We are waiting for the snow to start this morning. Sylvie la boulangère came by and delivered our daily bread — une baguette ordinaire, that's what we usually get — at about 9:00 a.m. I asked her if she could bring us a Galette des Rois tomorrow, January 6. That's the day called the Epiphany, the 12th day of Christmas. It's the day the Three Wise Men from the east arrived in Bethlehem, according to Christian legend, following a bright star, bearing gifts for little Jesus.
And in France, on that day (and on into January) the tradition is to eat a cake — une galette — with a little token hidden in it.

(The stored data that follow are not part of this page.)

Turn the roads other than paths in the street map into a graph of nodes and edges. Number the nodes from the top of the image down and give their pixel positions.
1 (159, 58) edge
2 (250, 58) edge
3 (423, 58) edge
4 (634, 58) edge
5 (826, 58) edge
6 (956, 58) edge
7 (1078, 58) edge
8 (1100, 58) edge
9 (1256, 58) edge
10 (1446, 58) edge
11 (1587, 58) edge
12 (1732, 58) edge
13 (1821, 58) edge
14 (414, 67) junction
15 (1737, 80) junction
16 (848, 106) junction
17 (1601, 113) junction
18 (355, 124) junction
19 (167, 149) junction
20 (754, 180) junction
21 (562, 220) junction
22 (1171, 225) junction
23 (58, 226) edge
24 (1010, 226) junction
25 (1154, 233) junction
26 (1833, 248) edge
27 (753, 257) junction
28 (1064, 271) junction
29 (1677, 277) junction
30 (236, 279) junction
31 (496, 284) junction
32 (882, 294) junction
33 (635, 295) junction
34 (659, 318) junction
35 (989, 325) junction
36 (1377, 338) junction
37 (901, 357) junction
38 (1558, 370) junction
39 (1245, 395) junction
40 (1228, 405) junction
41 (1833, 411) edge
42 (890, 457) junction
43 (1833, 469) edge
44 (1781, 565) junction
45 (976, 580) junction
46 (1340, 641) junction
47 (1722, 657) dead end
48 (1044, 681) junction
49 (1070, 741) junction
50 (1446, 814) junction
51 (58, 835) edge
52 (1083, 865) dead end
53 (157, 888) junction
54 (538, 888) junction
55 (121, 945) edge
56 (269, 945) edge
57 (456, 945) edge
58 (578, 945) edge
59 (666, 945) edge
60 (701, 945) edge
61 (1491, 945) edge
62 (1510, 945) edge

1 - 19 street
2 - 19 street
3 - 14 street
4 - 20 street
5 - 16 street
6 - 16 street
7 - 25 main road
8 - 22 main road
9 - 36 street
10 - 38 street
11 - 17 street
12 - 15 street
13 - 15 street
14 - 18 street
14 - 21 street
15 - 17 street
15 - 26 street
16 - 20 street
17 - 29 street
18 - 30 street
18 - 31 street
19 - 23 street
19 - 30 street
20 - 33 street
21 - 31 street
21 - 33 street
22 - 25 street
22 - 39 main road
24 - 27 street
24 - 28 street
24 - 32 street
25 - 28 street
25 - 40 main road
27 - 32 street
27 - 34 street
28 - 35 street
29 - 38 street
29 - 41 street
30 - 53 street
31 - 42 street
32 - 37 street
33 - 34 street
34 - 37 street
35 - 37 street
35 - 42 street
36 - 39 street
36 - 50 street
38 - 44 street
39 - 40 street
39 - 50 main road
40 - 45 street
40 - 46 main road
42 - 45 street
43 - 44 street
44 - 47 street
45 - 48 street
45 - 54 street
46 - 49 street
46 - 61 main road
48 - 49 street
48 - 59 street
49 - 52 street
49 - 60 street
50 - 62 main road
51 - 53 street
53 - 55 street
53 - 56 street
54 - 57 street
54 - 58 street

The person who gets the token in his or her piece of cake is king for the day and gets to wear a crown. Everybody enjoys the tradition, especially children, and we all enjoy the cakes. Around here, it's a puff-pastry confection filled with either almond cream (frangipane) or apple sauce. We like the almond cream version.
Anyway, Sylvie and I talked about the weather, as everybody here does. She said she would bring the cake tomorrow if she can get up the steep hill on the road that leads to La Renaudière, the hamlet where we live, through all the snow and ice. We laughed. Obviously, neither one of us really believes it will snow much at all.
This is our sixth winter in Saint-Aignan. We've had several snow flurries in past winters, and one year — 2006 — we actually had about 5 inches of snow that stayed on ground for a week. But then last winter we didn't have any snow at all. Because we live in a big river valley, not that far from the Atlantic Ocean and the Gulf Stream,we have a fairly mild climate.